Poutine a l’intention de se débarrasser de Darya Polyudova. Il l’a jetée aux oubliettes dans cette « Prison 6 » afin qu’elle ne réapparaisse plus sur la scène publique en tenant des affiches. Darya a été laissée dans sa cellule, elle est privée de correspondance et de visites. L’argent qui lui a été envoyé par le système carcéral ne lui est pas remis. Le pouvoir veut la briser. La « Prison 6 » est faite pour cela. L’établissement carcéral est surpeuplé et envahi de cafards. Il y a jusqu’à 55 personnes par cellules. Certaines dorment au sol sur des couvertures. La prisonnière politique cohabite avec des détenues de droit commun. Darya doit comprendre qu’elle est abandonnée, que personne ne l’aide ou ne l’assiste, que la sentence est inéluctable. Elle sera déportée et plus personne ne devra entendre parler d’elle.

Darya Polyodova est une militante politique exclusivement pacifique. Il n’y a actuellement aucune raison de la maintenir sous les verrous en attente d’un procès. Le juge des libertés aurait dû ordonner au minimum une assignation à résidence.

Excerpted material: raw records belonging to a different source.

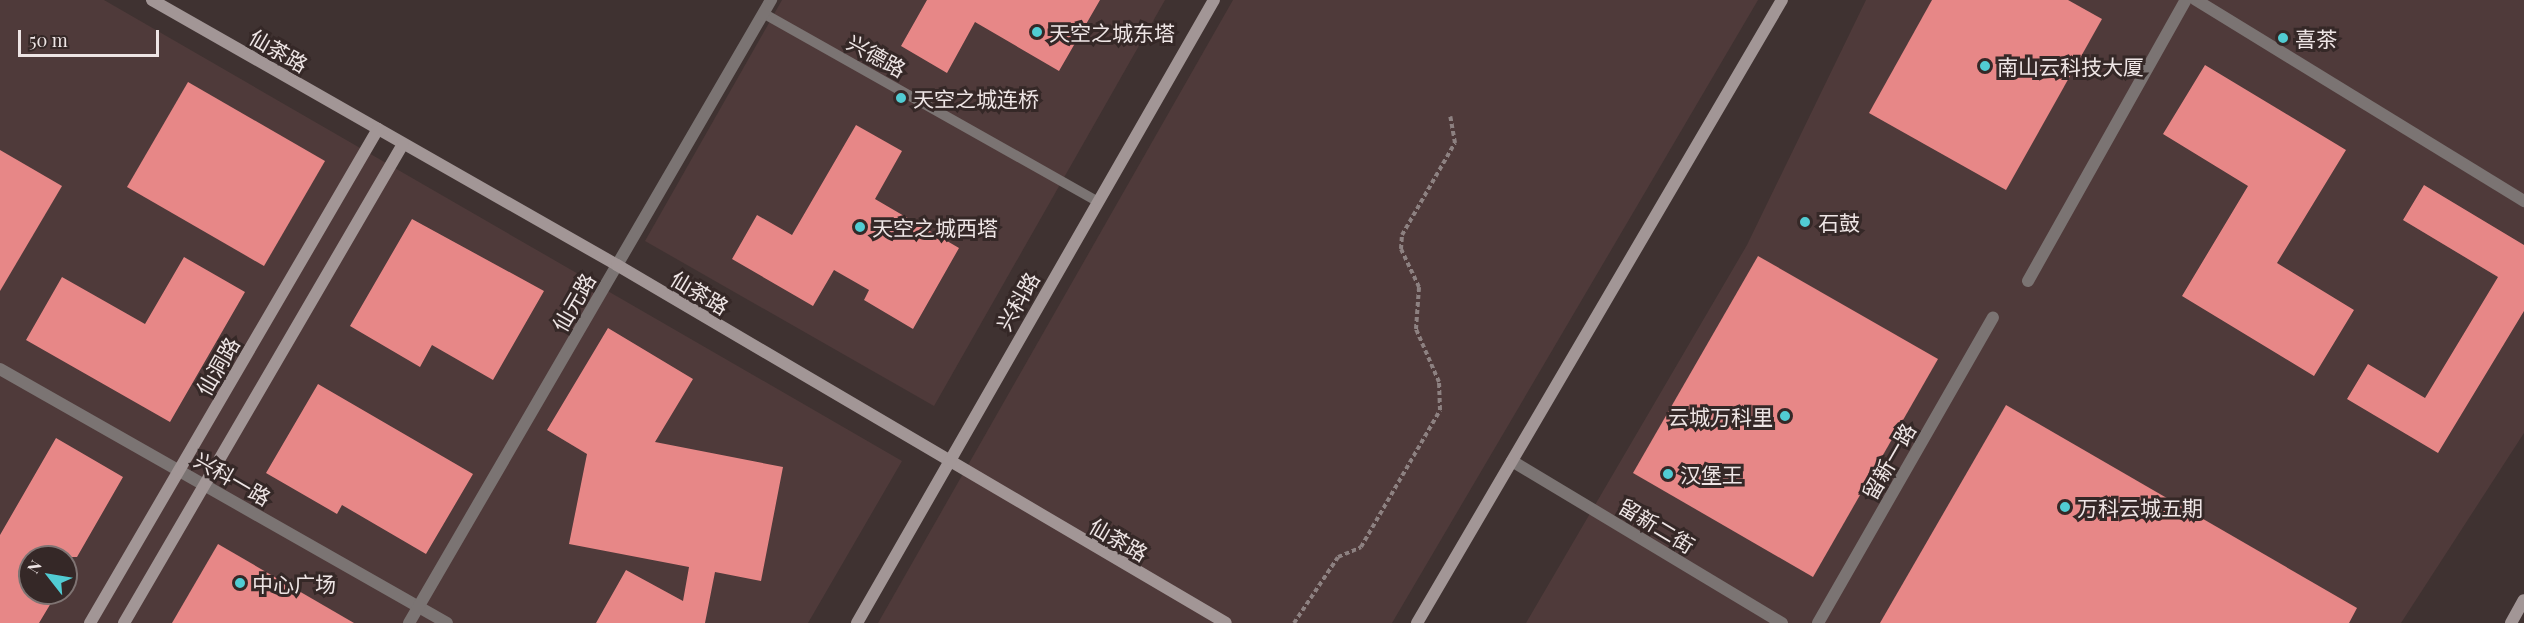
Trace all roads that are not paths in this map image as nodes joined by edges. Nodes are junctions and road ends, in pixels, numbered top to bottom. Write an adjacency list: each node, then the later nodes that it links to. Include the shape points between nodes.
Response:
1 (152, 0): 8 (street, 仙茶路)
2 (771, 0): 7 (street, 仙元路)
3 (1214, 0): 10 (street, 兴科路)
4 (1782, 0): 16 (street)
5 (2186, 0): 13 (street)
6 (2196, 0): 11 (street)
7 (763, 13): 10 (lane, 兴德路); 12 (street, 仙元路)
8 (378, 129): 9 (street, 仙茶路); 18 (street, 仙洞路)
9 (404, 144): 12 (street, 仙茶路); 19 (street)
10 (1097, 201): 17 (street, 兴科路)
11 (2524, 201)
12 (617, 265): 17 (street, 仙茶路); 21 (street, 仙元路)
13 (2028, 281)
14 (1993, 318): 30 (street, 留新一路)
15 (0, 369): 18 (street, 兴科一路)
16 (1512, 461): 28 (street); 29 (street, 留新二街)
17 (947, 463): 26 (street, 兴科路); 27 (street, 仙茶路)
18 (179, 470): 19 (street, 兴科一路); 22 (street, 仙洞路)
19 (205, 484): 21 (street, 兴科一路); 23 (street)
20 (2524, 600): 31 (street)
21 (418, 607): 24 (street, 仙元路); 25 (street, 兴科一路)
22 (90, 623)
23 (124, 623)
24 (408, 623)
25 (447, 623)
26 (856, 623)
27 (1226, 623)
28 (1417, 623)
29 (1782, 623)
30 (1818, 623)
31 (2511, 623)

Polyudova Darya est née en1989. Elle habite à Moscou. Elle dirige le groupe d’opposition « Résistance de gauche ». Accusée de séparatisme et d’extrémisme, elle avait été emprisonnée une première fois de 2015 à 2017.

 

Darya Polyudova © grani.org Darya Polyudova © grani.org
Le 31 janvier 2019, de 19 à 20 heures, Daria Polyudova a fait un piquet de protestation au centre de Moscou. Elle tenait une affiche : « Îles Kouriles ! Arrêtez de nourrir Moscou ! Vive la République d’Extrême-Orient ! ». Elle a été accusée « d’avoir appelé les habitants des îles Kouriles et de Sakhaline à se prononcer par référendum pour faire sécession avec la Fédération de Russie et créer un État indépendant ». C’est-à-dire que Poutine interdit en Russie ce qu’il a soutenu et organisé lui-même en Crimée ukrainienne : les référendums.

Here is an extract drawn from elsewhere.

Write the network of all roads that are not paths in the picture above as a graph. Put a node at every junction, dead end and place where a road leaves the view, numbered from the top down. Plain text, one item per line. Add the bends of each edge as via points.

Selon les « experts » des services de sécurité russes, le texte de Polyudova contient une combinaison de signes psychologiques et linguistiques qui incitent (sous la forme d’un appel) les résidents des îles Kouriles et de Sakhaline à faire sécession, à former un État indépendant, la République d’Extrême-Orient. Selon l’enquête, cela constitue un crime au sens de l’art. 280.1 du Code pénal russe : « Appels publics à la violation de l’intégrité territoriale de la Fédération de Russie ».

 Daria Polyudova a republié sur VKontakt un message du régionaliste et émigré politique russe Andrei Romanov qui affirme que les Tchétchènes avaient le droit de se défendre lorsque l’armée russe a bombardé leur capitale Grosny. L’enquêteur a estimé que Polyudova a fait ainsi une publication « qui légitime les activités des terroristes leaders tchétchènes ».

Le 15 janvier 2020, Daria Polyudova a été arrêtée. Depuis Darya Polyudova est emprisonnée en attente d’un procès.

Daria Poliyudova a été reconnue prisonnière politique par l’association Mémorial. Elle a exprimé exclusivement sans violence son opinion fondée sur le fait que les résidents des îles Kouriles, ainsi que d’autres territoires, ont le droit de décider eux-mêmes, par référendum, de faire partie d’un État ou d’avoir leur propre État. La criminalisation des appels à un référendum contredit les principes fondamentaux de l’État russe et de sa Constitution qui stipule dans son article 3 que « le détenteur de la souveraineté et la seule source de pouvoir dans la Fédération de Russie est son peuple multinational.   Il est la plus haute expression directe du pouvoir exprimé par référendum et élections libres. »  

Daria Polyudova est poursuivie pour ses critiques envers les dirigeants russes. Elle s’est activement opposée à la guerre contre l’Ukraine, à l’annexion de la Crimée et à la répression politique. Daria Polyudova est une prisonnière politique en raison du fait que son emprisonnement est conséquent uniquement de ses convictions politiques exprimées d’une manière non violente.

Darya Polyudova doit être libérée immédiatement.